Work instruction -
Check every line of the data and copy the ones where "Paris" appears.

━━━ Material for this exercise ━━━

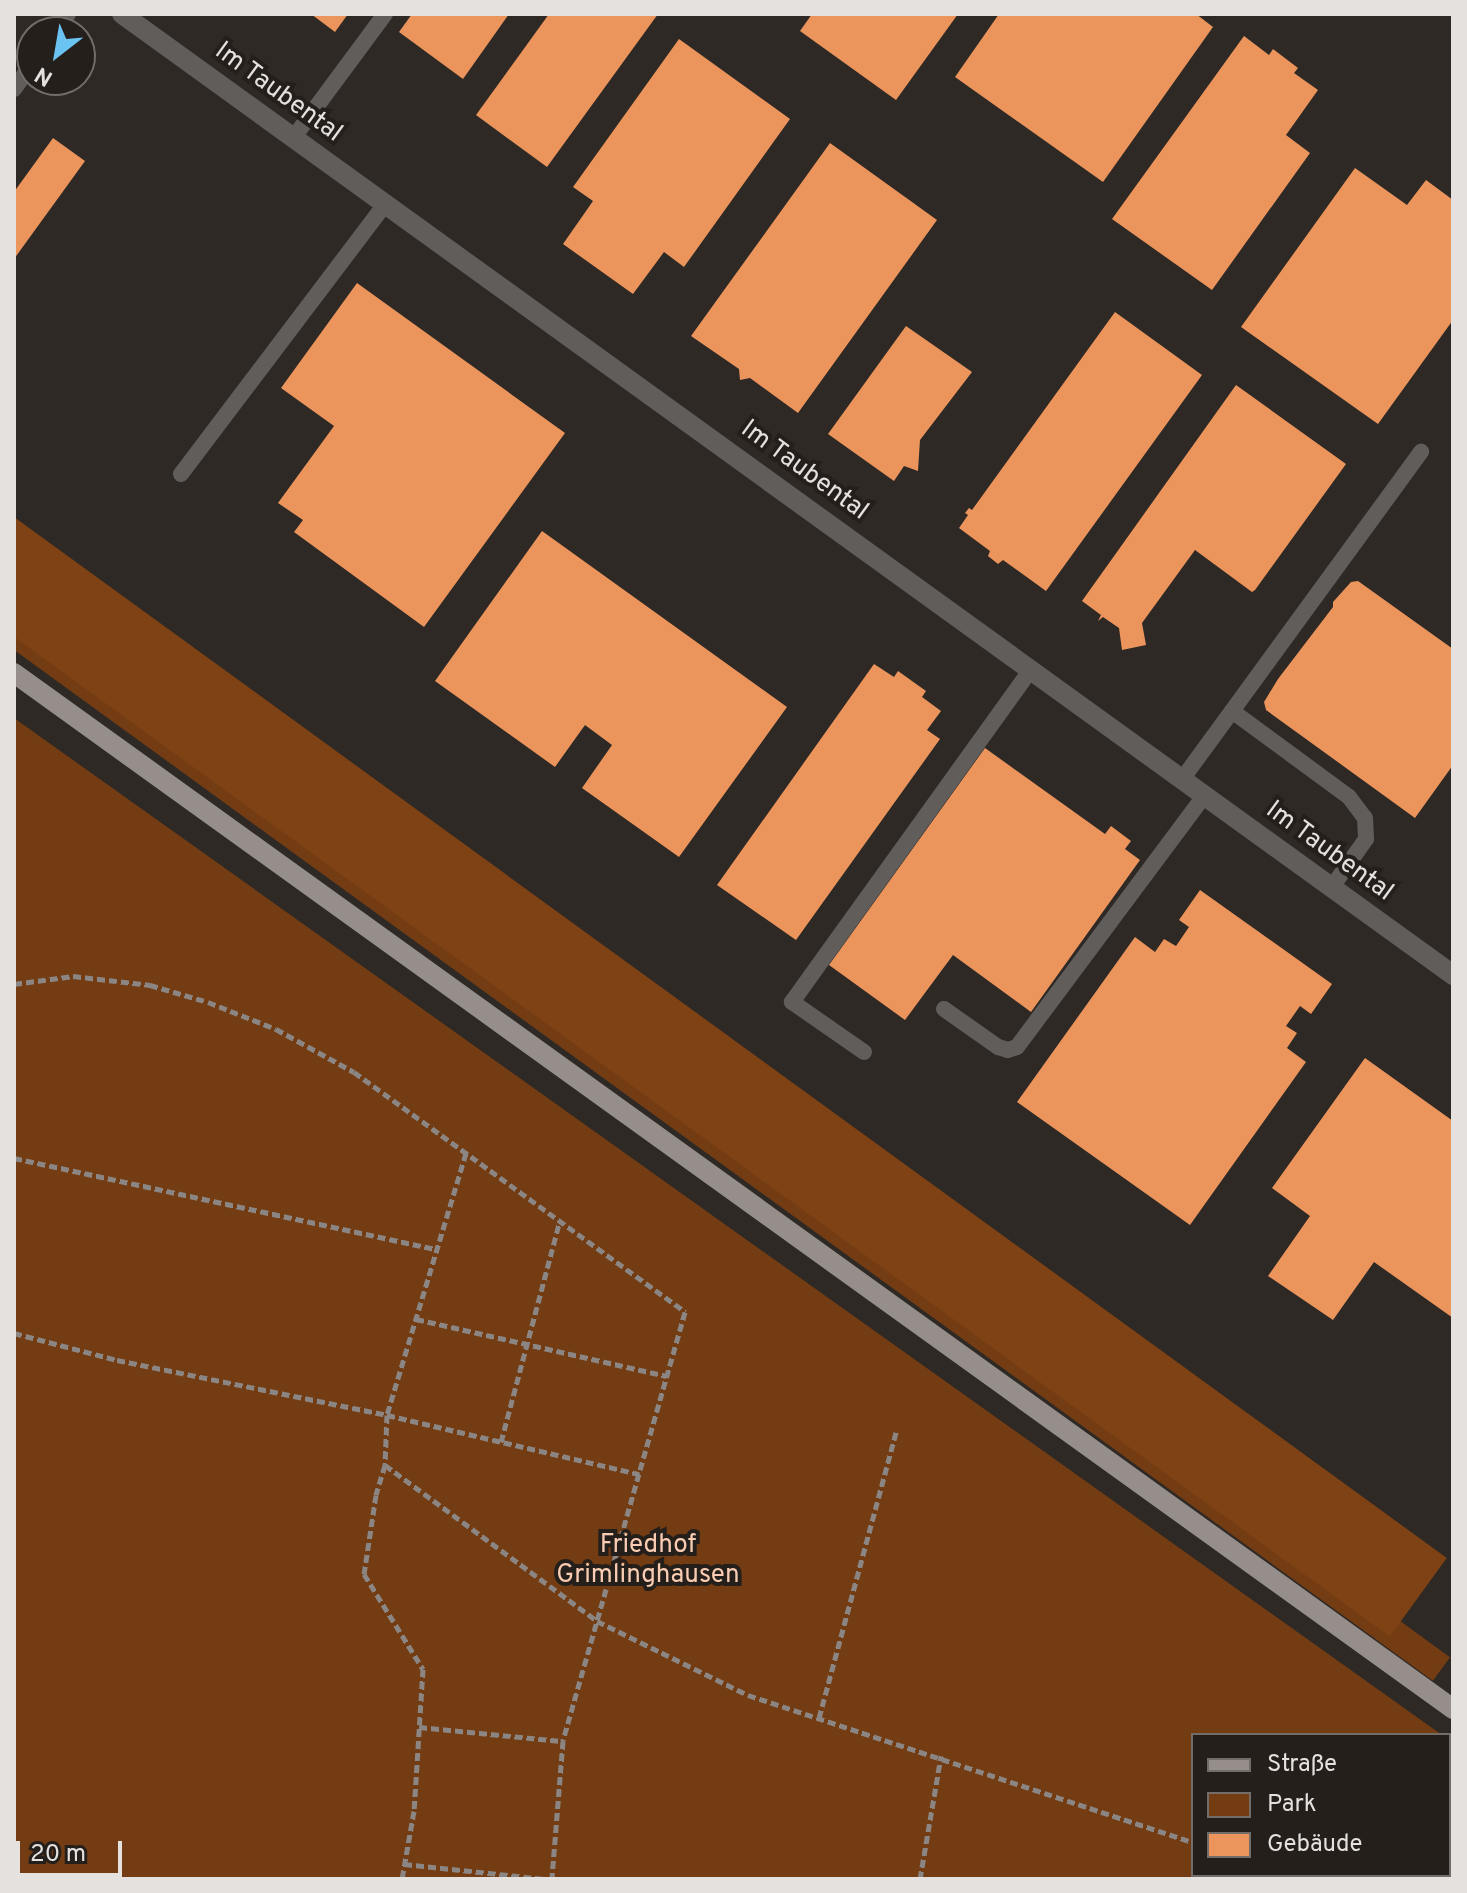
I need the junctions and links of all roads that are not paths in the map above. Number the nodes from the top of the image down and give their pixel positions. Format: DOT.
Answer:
graph roads {
  1 [pos="122,14"];
  2 [pos="385,14"];
  3 [pos="294,137"];
  4 [pos="386,203"];
  5 [pos="1421,452"];
  6 [pos="181,474"];
  7 [pos="1031,669"];
  8 [pos="14,673"];
  9 [pos="1232,711"];
  10 [pos="1183,778"];
  11 [pos="1205,795"];
  12 [pos="1332,887"];
  13 [pos="1453,975"];
  14 [pos="944,1009"];
  15 [pos="864,1052"];
  16 [pos="1453,1709"];
  1 -- 3 [label="street, Im Taubental"];
  2 -- 3 [label="lane"];
  3 -- 4 [label="street, Im Taubental"];
  4 -- 6 [label="lane"];
  4 -- 7 [label="street, Im Taubental"];
  5 -- 9 [label="lane"];
  7 -- 10 [label="street, Im Taubental"];
  7 -- 15 [label="lane"];
  8 -- 16 [label="main road"];
  9 -- 10 [label="lane"];
  9 -- 12 [label="lane"];
  10 -- 11 [label="street, Im Taubental"];
  11 -- 12 [label="street, Im Taubental"];
  11 -- 14 [label="lane"];
  12 -- 13 [label="street, Im Taubental"];
}
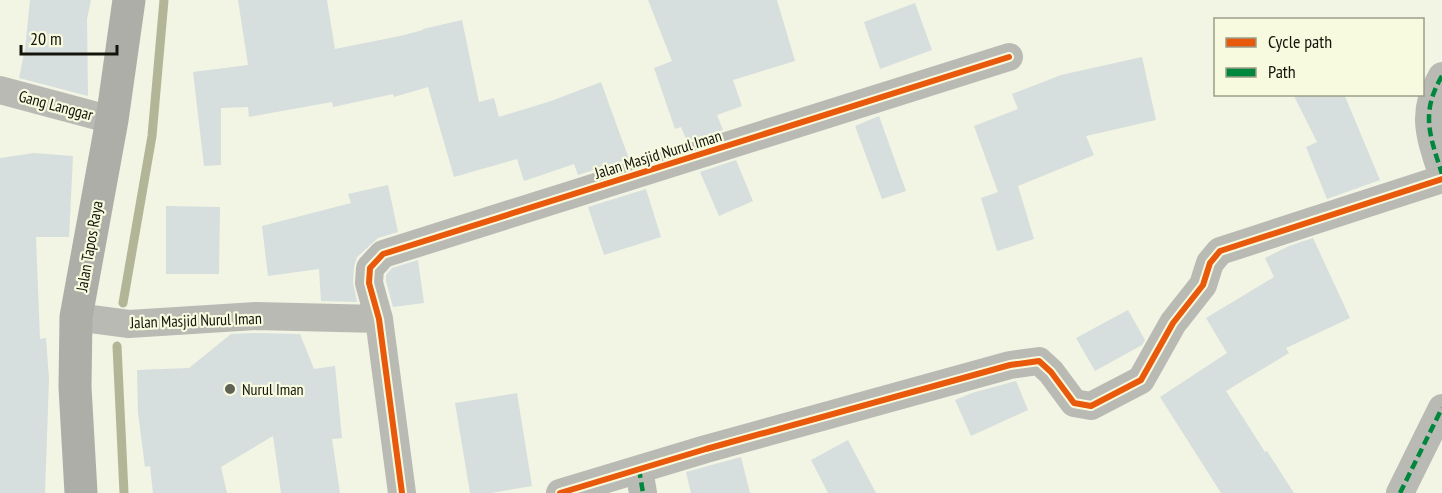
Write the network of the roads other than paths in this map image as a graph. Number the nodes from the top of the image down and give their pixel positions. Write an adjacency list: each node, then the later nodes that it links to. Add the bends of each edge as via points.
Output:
1 (129, 0): 5 (main road, Jalan Tapos Raya)
2 (1010, 57): 8 (street, Jalan Masjid Nurul Iman, via 383,254 370,268 369,283)
3 (1442, 76): 6 (street, via 1428,111)
4 (0, 90): 5 (street, Gang Langgar)
5 (112, 120): 7 (main road, Jalan Tapos Raya)
6 (1442, 176): 10 (street, via 1220,251 1209,263 1203,285 1173,323 1141,380 1091,406 1074,403 1039,361 1010,365)
7 (76, 317): 8 (street, Jalan Masjid Nurul Iman, via 129,324 256,316); 11 (main road, Jalan Tapos Raya)
8 (379, 319): 12 (street)
9 (1442, 408): 14 (street)
10 (641, 481): 13 (street)
11 (81, 493)
12 (402, 493)
13 (560, 493)
14 (1400, 493)

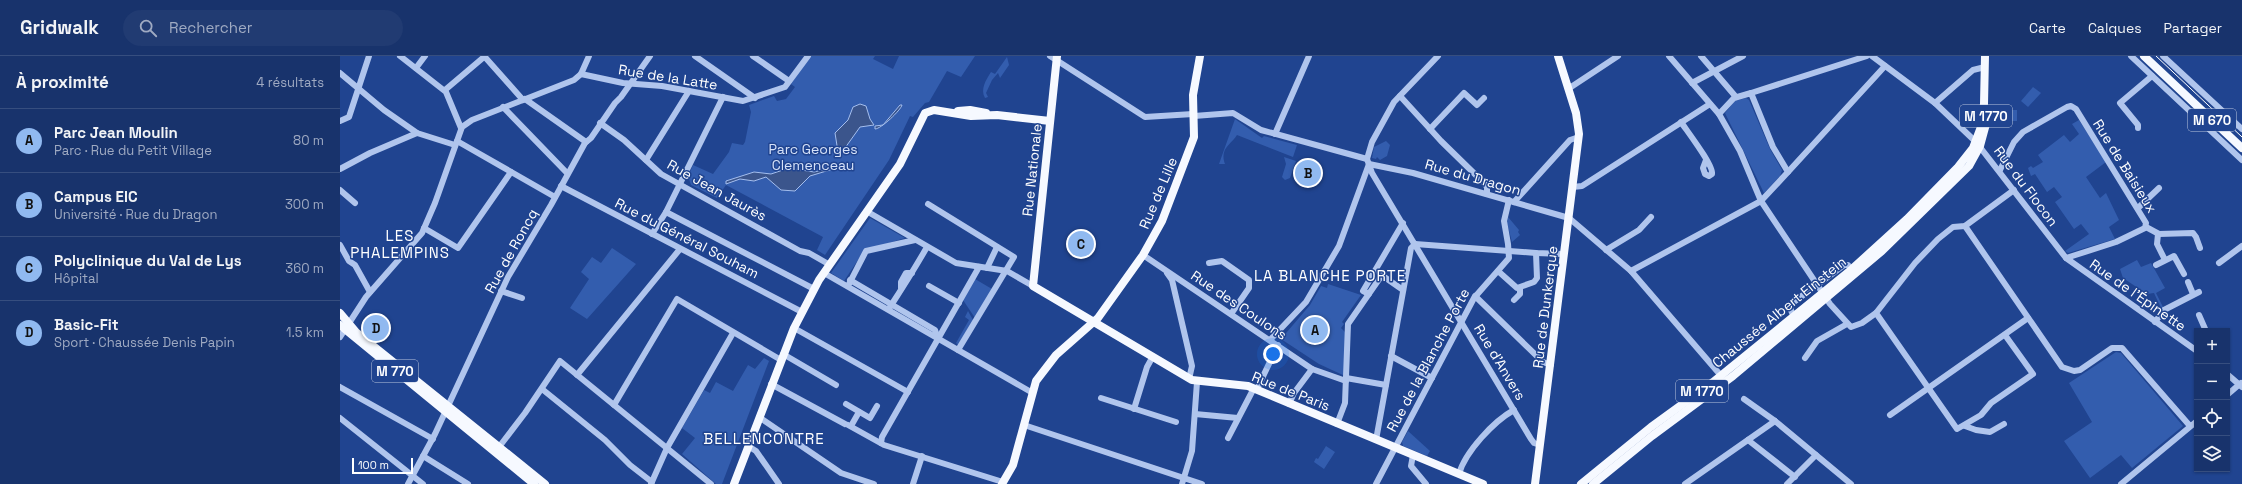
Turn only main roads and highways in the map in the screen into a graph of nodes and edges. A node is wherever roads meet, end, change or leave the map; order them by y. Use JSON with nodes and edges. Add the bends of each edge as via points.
{"nodes":[{"id":1,"x":1200,"y":56,"type":"edge"},
{"id":2,"x":1558,"y":56,"type":"edge"},
{"id":3,"x":1986,"y":56,"type":"edge"},
{"id":4,"x":2144,"y":56,"type":"edge"},
{"id":5,"x":2149,"y":56,"type":"edge"},
{"id":6,"x":1054,"y":57,"type":"edge"},
{"id":7,"x":2184,"y":91,"type":"junction"},
{"id":8,"x":1050,"y":122,"type":"junction"},
{"id":9,"x":2242,"y":143,"type":"edge"},
{"id":10,"x":1978,"y":144,"type":"junction"},
{"id":11,"x":2242,"y":148,"type":"edge"},
{"id":12,"x":1033,"y":286,"type":"joint"},
{"id":13,"x":1824,"y":296,"type":"junction"},
{"id":14,"x":1075,"y":312,"type":"junction"},
{"id":15,"x":340,"y":314,"type":"edge"},
{"id":16,"x":1093,"y":322,"type":"junction"},
{"id":17,"x":343,"y":329,"type":"edge"},
{"id":18,"x":1083,"y":330,"type":"junction"},
{"id":19,"x":1724,"y":379,"type":"junction"},
{"id":20,"x":447,"y":409,"type":"junction"},
{"id":21,"x":1003,"y":483,"type":"edge"},
{"id":22,"x":1535,"y":483,"type":"edge"},
{"id":23,"x":534,"y":484,"type":"edge"},
{"id":24,"x":545,"y":484,"type":"edge"},
{"id":25,"x":734,"y":484,"type":"edge"},
{"id":26,"x":1483,"y":484,"type":"edge"},
{"id":27,"x":1581,"y":484,"type":"edge"},
{"id":28,"x":1593,"y":484,"type":"edge"}],
"edges":[{"from":1,"to":16,"type":"main road","name":"Rue de Lille","via":[[1193,92],[1194,138],[1166,213],[1143,255]]},
{"from":2,"to":22,"type":"main road","name":"Rue de Dunkerque","via":[[1578,118],[1579,137]]},
{"from":3,"to":10,"type":"main road","number":"M 1770","via":[[1986,124]]},
{"from":4,"to":7,"type":"main road","number":"M 670"},
{"from":5,"to":7,"type":"main road","number":"M 670"},
{"from":6,"to":8,"type":"main road","name":"Rue Nationale"},
{"from":7,"to":9,"type":"main road","number":"M 670"},
{"from":7,"to":11,"type":"main road","number":"M 670"},
{"from":8,"to":12,"type":"main road","name":"Rue Nationale"},
{"from":8,"to":25,"type":"main road","via":[[998,115],[971,116],[946,111],[927,112],[900,164],[830,265],[811,288],[771,384]]},
{"from":10,"to":13,"type":"main road","name":"Chaussée Albert Einstein","number":"M 1770","via":[[1902,224]]},
{"from":10,"to":13,"type":"main road","name":"Chaussée Albert Einstein","number":"M 1770","via":[[1970,164],[1898,236]]},
{"from":12,"to":14,"type":"main road","name":"Rue de Paris"},
{"from":13,"to":19,"type":"main road","name":"Chaussée Albert Einstein","number":"M 1770","via":[[1794,317]]},
{"from":13,"to":19,"type":"main road","name":"Chaussée Albert Einstein","number":"M 1770","via":[[1809,313]]},
{"from":14,"to":16,"type":"main road","name":"Rue de Paris"},
{"from":14,"to":18,"type":"main road","via":[[1082,321]]},
{"from":15,"to":17,"type":"main road","number":"M 770"},
{"from":16,"to":18,"type":"main road","name":"Rue de Lille"},
{"from":16,"to":26,"type":"main road","name":"Rue de Paris","via":[[1189,379],[1197,382],[1243,385],[1255,389]]},
{"from":17,"to":20,"type":"main road","number":"M 770"},
{"from":18,"to":21,"type":"main road","name":"Rue de Lille","via":[[1050,362],[1036,381],[1013,464]]},
{"from":19,"to":27,"type":"main road","name":"Chaussée Albert Einstein","number":"M 1770","via":[[1655,424]]},
{"from":19,"to":28,"type":"main road","name":"Chaussée Albert Einstein","number":"M 1770"},
{"from":20,"to":23,"type":"main road","number":"M 770"},
{"from":20,"to":24,"type":"main road","number":"M 770"}]}
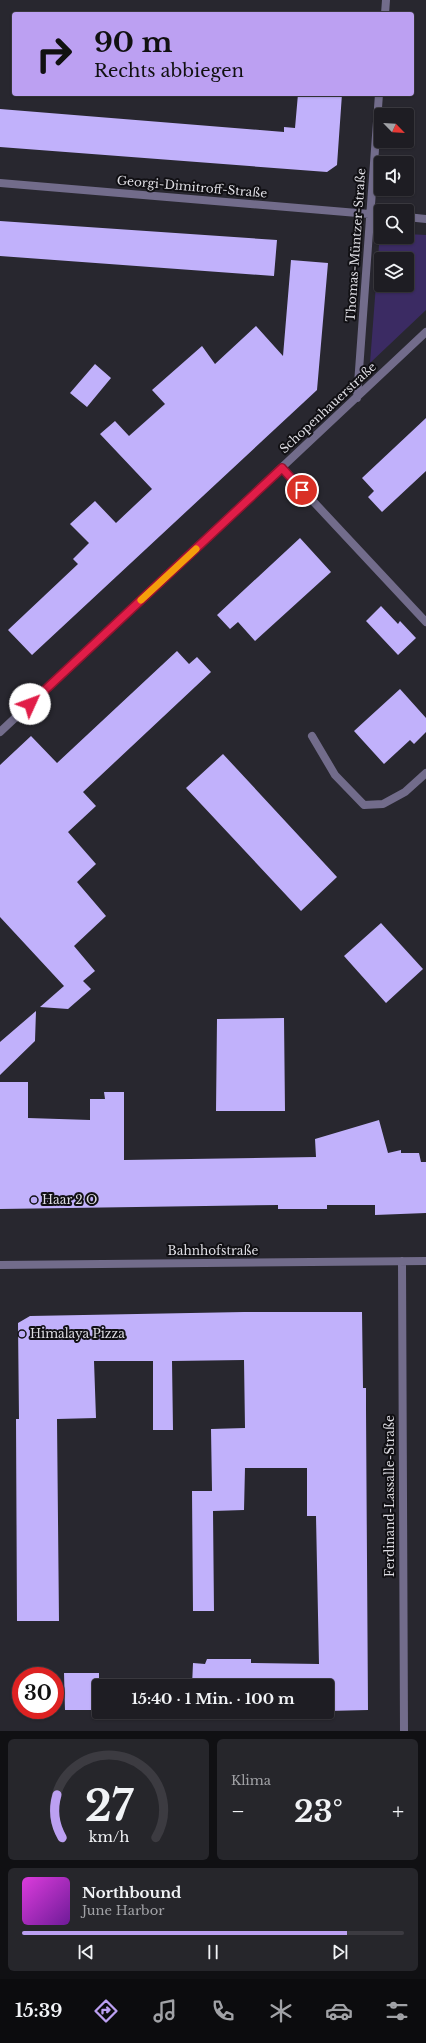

━━━

Result of the task -
{"from":12,"to":14,"type":"main road","name":"Rue de Paris"},
{"from":14,"to":16,"type":"main road","name":"Rue de Paris"},
{"from":16,"to":26,"type":"main road","name":"Rue de Paris","via":[[1189,379],[1197,382],[1243,385],[1255,389]]},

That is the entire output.